What needs to be done —
In the records below, the line containing "Instruction: Read the" marks the start. Copy that line and everything after it exactly, through the last line.

Data for this task —
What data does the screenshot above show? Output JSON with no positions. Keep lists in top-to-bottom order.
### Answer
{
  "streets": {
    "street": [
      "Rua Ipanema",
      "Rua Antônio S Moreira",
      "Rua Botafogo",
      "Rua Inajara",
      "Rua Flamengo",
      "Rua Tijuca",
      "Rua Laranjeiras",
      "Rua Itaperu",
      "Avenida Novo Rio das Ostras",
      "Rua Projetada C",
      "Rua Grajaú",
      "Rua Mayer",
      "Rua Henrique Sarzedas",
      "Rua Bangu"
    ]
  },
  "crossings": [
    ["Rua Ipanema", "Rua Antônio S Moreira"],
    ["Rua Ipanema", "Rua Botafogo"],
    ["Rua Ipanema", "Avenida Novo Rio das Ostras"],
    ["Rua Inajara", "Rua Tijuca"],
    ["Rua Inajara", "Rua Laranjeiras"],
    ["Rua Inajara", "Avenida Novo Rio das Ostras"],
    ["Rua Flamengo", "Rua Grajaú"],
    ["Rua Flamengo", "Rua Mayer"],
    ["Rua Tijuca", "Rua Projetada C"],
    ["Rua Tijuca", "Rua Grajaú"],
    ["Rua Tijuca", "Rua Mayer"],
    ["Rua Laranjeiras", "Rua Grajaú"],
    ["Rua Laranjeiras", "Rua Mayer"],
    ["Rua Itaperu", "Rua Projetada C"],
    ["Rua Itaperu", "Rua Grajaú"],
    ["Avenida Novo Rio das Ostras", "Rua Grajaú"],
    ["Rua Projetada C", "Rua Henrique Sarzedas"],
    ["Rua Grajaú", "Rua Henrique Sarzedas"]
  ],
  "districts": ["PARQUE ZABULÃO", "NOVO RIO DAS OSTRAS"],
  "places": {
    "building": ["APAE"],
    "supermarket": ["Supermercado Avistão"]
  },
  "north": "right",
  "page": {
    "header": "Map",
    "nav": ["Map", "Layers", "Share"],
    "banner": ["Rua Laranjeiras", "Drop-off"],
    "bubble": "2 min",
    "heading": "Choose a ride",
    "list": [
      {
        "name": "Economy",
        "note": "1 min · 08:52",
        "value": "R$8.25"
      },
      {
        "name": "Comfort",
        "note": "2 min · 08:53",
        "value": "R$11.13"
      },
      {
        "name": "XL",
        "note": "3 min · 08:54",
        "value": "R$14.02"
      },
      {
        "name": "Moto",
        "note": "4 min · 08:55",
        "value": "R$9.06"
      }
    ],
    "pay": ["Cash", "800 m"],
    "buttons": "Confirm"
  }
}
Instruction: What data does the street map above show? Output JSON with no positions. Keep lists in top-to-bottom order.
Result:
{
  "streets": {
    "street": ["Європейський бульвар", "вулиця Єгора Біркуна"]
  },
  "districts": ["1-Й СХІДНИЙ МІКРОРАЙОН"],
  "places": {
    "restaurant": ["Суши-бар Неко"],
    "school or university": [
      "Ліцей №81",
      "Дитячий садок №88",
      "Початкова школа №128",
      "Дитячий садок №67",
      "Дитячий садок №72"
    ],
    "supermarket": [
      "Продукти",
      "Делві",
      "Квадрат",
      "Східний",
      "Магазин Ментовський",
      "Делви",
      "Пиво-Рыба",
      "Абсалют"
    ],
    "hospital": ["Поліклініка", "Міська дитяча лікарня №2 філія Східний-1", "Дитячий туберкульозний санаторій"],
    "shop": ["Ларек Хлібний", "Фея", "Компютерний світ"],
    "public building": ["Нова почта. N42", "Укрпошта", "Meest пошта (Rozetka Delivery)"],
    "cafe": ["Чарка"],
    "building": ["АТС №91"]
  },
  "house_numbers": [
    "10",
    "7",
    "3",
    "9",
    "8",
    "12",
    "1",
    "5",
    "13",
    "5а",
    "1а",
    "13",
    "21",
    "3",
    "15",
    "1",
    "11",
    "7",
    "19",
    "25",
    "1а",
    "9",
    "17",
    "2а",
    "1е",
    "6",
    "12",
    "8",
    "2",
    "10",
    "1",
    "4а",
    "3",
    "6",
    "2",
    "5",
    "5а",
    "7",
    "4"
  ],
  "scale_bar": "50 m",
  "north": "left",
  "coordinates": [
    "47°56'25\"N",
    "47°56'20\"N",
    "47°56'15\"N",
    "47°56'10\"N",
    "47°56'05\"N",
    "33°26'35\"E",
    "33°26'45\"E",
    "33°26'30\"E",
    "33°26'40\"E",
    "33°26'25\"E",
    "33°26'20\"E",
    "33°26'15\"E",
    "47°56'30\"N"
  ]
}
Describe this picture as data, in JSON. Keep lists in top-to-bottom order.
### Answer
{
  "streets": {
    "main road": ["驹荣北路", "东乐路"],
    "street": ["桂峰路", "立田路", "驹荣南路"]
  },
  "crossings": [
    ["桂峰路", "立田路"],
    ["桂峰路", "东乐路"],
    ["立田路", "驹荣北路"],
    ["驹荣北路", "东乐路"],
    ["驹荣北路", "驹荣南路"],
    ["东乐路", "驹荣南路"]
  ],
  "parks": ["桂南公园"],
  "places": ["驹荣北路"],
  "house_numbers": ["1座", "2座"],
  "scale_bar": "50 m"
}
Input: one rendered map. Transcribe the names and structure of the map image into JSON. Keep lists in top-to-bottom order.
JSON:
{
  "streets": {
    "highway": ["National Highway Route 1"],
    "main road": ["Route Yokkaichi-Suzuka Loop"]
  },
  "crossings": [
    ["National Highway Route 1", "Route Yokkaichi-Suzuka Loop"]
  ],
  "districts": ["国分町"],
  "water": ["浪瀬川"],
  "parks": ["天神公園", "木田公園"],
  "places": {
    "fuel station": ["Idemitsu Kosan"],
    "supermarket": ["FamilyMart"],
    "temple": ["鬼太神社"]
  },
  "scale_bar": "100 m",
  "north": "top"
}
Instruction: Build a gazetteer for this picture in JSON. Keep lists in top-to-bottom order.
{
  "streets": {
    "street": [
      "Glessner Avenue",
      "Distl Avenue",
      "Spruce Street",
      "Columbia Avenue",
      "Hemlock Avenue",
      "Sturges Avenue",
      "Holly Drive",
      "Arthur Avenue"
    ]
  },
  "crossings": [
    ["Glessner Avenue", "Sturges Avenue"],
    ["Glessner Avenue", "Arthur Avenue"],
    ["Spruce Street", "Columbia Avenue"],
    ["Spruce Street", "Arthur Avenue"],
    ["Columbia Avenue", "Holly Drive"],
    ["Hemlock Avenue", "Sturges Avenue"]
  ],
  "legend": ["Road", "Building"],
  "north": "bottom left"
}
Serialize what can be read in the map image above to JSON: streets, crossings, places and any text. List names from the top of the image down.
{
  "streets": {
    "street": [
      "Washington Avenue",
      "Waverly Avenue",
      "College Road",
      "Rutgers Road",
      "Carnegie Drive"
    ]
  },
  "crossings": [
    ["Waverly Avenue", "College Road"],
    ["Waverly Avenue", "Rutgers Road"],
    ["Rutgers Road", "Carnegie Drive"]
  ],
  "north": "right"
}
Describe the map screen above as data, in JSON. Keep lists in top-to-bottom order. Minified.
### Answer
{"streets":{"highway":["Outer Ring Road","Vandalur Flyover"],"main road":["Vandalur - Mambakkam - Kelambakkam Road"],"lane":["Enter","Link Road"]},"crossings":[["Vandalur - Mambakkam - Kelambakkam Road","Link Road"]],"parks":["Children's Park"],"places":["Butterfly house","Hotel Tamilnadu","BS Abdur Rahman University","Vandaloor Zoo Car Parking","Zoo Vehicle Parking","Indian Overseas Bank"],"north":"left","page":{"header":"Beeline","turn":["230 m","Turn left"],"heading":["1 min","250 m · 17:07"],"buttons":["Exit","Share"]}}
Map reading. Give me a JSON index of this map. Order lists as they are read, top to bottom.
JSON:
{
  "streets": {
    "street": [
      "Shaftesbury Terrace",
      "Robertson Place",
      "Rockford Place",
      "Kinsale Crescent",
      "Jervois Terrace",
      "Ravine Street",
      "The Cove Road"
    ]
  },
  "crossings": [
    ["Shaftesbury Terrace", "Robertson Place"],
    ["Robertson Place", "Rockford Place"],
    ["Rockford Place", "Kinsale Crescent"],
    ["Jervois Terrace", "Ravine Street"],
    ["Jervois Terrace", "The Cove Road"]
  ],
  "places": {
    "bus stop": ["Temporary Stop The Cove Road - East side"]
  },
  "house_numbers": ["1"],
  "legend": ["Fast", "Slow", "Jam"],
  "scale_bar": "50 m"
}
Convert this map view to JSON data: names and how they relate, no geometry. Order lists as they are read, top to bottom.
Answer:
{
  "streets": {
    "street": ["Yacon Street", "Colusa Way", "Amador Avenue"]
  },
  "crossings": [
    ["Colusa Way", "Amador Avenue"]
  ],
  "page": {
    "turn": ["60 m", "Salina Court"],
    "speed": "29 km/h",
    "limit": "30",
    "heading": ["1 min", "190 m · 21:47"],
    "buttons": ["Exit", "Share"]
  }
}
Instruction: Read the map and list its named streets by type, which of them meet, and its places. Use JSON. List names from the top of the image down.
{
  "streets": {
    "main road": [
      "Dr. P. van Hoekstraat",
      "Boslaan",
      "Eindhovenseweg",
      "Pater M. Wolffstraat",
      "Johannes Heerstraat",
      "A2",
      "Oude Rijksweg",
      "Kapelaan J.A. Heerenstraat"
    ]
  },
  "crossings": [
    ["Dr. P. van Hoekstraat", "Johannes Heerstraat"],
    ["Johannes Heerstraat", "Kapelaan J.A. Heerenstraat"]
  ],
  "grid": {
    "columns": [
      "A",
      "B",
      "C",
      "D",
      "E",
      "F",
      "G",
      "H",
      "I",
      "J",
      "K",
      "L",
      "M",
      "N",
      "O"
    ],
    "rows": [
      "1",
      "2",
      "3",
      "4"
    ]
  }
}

Solution for this task —
Instruction: Read the map and list its named streets by type, which of them meet, and its places. Use JSON. List names from the top of the image down.
{
  "streets": {
    "main road": [
      "Dr. P. van Hoekstraat",
      "Boslaan",
      "Eindhovenseweg",
      "Pater M. Wolffstraat",
      "Johannes Heerstraat",
      "A2",
      "Oude Rijksweg",
      "Kapelaan J.A. Heerenstraat"
    ]
  },
  "crossings": [
    ["Dr. P. van Hoekstraat", "Johannes Heerstraat"],
    ["Johannes Heerstraat", "Kapelaan J.A. Heerenstraat"]
  ],
  "grid": {
    "columns": [
      "A",
      "B",
      "C",
      "D",
      "E",
      "F",
      "G",
      "H",
      "I",
      "J",
      "K",
      "L",
      "M",
      "N",
      "O"
    ],
    "rows": [
      "1",
      "2",
      "3",
      "4"
    ]
  }
}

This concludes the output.